(Saved entries)

══════════

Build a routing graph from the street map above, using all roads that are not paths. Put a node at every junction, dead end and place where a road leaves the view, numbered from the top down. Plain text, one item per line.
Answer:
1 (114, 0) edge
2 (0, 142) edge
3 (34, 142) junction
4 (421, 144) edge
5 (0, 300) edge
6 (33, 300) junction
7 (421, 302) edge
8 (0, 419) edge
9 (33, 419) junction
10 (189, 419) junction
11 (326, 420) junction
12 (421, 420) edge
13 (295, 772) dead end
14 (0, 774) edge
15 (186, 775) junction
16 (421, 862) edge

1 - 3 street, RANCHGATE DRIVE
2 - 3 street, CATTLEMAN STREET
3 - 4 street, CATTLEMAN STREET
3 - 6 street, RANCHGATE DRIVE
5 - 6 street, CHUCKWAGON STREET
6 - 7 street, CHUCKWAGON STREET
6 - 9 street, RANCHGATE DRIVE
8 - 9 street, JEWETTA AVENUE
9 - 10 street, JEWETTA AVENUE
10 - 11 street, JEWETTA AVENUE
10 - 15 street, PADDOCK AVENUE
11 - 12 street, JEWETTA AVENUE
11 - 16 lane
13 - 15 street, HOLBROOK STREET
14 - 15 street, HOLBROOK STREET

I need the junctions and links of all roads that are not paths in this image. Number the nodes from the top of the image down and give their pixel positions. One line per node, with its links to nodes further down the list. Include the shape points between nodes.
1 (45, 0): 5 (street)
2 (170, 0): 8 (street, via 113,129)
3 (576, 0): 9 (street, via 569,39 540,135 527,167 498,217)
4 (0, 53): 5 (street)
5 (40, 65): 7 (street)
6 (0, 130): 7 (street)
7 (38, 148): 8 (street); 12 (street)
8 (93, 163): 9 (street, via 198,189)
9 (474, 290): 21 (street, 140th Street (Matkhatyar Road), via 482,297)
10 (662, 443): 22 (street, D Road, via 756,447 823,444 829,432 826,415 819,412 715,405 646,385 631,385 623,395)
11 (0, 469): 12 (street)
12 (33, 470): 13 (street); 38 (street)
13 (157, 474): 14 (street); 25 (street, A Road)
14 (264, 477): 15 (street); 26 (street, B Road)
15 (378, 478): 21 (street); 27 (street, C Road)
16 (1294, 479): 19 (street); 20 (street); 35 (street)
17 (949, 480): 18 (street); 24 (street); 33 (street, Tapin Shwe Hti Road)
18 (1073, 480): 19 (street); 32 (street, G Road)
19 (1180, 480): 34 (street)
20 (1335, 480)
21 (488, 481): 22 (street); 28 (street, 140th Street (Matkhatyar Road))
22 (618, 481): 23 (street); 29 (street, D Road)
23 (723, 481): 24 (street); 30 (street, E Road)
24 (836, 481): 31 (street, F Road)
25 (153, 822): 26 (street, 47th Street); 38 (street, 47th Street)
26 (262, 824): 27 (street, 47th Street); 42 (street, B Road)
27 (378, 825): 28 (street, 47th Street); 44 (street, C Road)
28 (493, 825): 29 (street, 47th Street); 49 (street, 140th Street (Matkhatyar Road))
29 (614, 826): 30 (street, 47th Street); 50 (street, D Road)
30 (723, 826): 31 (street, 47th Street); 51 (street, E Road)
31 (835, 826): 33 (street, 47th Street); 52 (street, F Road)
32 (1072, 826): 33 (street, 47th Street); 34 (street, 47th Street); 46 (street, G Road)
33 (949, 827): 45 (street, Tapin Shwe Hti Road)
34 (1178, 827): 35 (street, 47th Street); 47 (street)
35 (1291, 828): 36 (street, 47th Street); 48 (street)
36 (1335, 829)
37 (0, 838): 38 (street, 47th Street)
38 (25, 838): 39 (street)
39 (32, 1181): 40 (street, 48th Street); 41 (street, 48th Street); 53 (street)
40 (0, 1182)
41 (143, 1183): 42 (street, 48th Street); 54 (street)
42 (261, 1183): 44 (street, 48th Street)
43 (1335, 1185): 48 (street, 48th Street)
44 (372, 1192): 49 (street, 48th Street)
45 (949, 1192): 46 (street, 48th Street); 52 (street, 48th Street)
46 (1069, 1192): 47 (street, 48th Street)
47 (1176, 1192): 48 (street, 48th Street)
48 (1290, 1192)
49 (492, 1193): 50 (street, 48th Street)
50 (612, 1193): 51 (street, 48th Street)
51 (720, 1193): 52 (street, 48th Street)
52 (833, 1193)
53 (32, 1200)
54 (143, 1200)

══════════

- EXERCISE -
Scan the entries above for the word "RANCHGATE". Report the lines that hold it.

- WRITTEN ANSWER -
1 - 3 street, RANCHGATE DRIVE
3 - 6 street, RANCHGATE DRIVE
6 - 9 street, RANCHGATE DRIVE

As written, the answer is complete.